The benefits and pitfalls Red Bull and Aston will face with new wind tunnels
Aston Martin and Red Bull are set to have new wind tunnels, but what kind of challenges will this present?
Both Aston Martin and Red Bull have access to good wind tunnels and have produced – certainly in Red Bull’s case – some exceptional machinery over the past couple of years.
Choosing to throw millions at a new wind tunnel, since a new facility doesn’t guarantee performance, is something of a calculated risk. If an old tunnel is good enough, it can be retrofitted with new machinery to bring it up to date without the need to delve into a brick-and-mortar rebuild.
Yet even the spryest of athletes, even those close to the zenith of their discipline, eventually start to creak – and the cost of maintaining an old building often starts to increase exponentially.

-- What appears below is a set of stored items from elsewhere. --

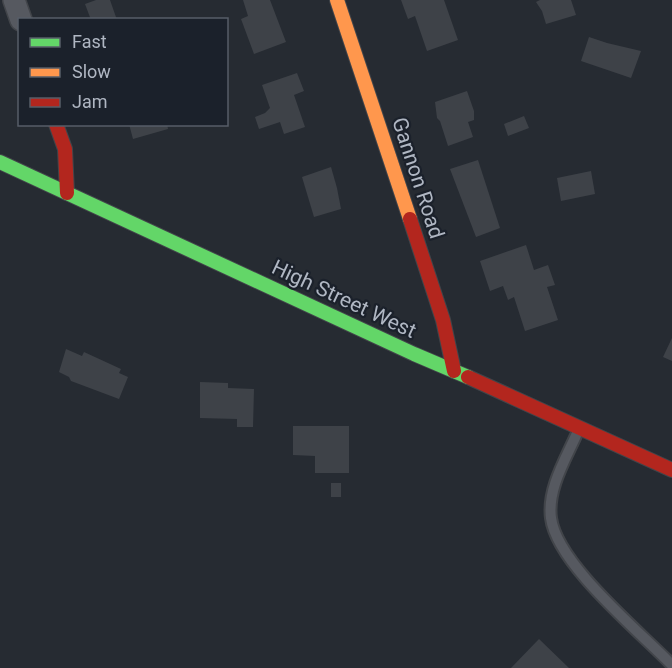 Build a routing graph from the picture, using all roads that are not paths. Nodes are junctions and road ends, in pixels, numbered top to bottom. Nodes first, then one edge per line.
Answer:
1 (14, 0) edge
2 (337, 0) edge
3 (20, 18) edge
4 (57, 126) edge
5 (0, 162) edge
6 (68, 193) junction
7 (454, 371) junction
8 (579, 428) junction
9 (672, 470) edge
10 (672, 665) edge

1 - 3 street
2 - 7 main road, Gannon Road
4 - 6 main road
5 - 6 main road, High Street West
6 - 7 main road, High Street West
7 - 8 main road, High Street West
8 - 9 main road, High Street West
8 - 10 lane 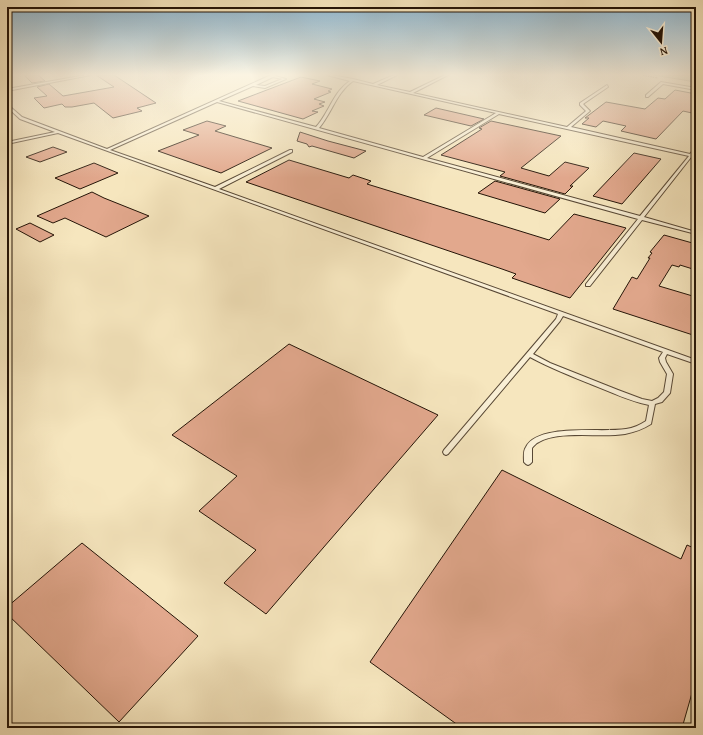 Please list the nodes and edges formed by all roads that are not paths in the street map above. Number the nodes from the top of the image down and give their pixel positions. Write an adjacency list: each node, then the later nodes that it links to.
1 (12, 109): 10 (lane)
2 (198, 109): 13 (lane)
3 (246, 109): 9 (lane)
4 (330, 109): 9 (lane)
5 (486, 109): 7 (lane)
6 (586, 109): 8 (lane)
7 (498, 112): 8 (lane); 17 (lane)
8 (568, 128): 15 (lane)
9 (316, 129): 17 (lane)
10 (58, 132): 11 (lane); 13 (lane)
11 (7, 143)
12 (696, 148): 15 (lane)
13 (107, 150): 18 (lane)
14 (291, 151): 18 (lane)
15 (691, 155): 16 (lane); 19 (lane)
16 (696, 156)
17 (424, 158): 19 (lane)
18 (215, 189): 22 (lane)
19 (641, 218): 20 (lane); 21 (lane)
20 (696, 233)
21 (588, 285)
22 (562, 314): 23 (lane); 24 (lane)
23 (666, 351): 25 (lane); 26 (lane)
24 (529, 354): 26 (lane); 27 (lane)
25 (696, 362)
26 (652, 403): 28 (lane)
27 (446, 452)
28 (528, 462)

Aston Martin and Red Bull both have vastly differing reasons for sinking their capital expenditure budgets into new facilities. Firstly, Aston Martin has been relying on Mercedes’ tunnel since 2019, and since Lawrence Stroll’s takeover has been keen on standing on its own two feet with an entirely in-house operation. Of course, the under-construction tunnel played a noteworthy role in wooing legendary designer Adrian Newey to the team.
For Red Bull, a new tunnel is part of an effort to modernise. In the Milton Keynes squad’s case, its Bedford facility – a “Cold War relic”, per team boss Christian Horner – has been continually evolving in order to keep it up to date, but evidently it was felt that starting from a clean slate was a preferable solution for the future.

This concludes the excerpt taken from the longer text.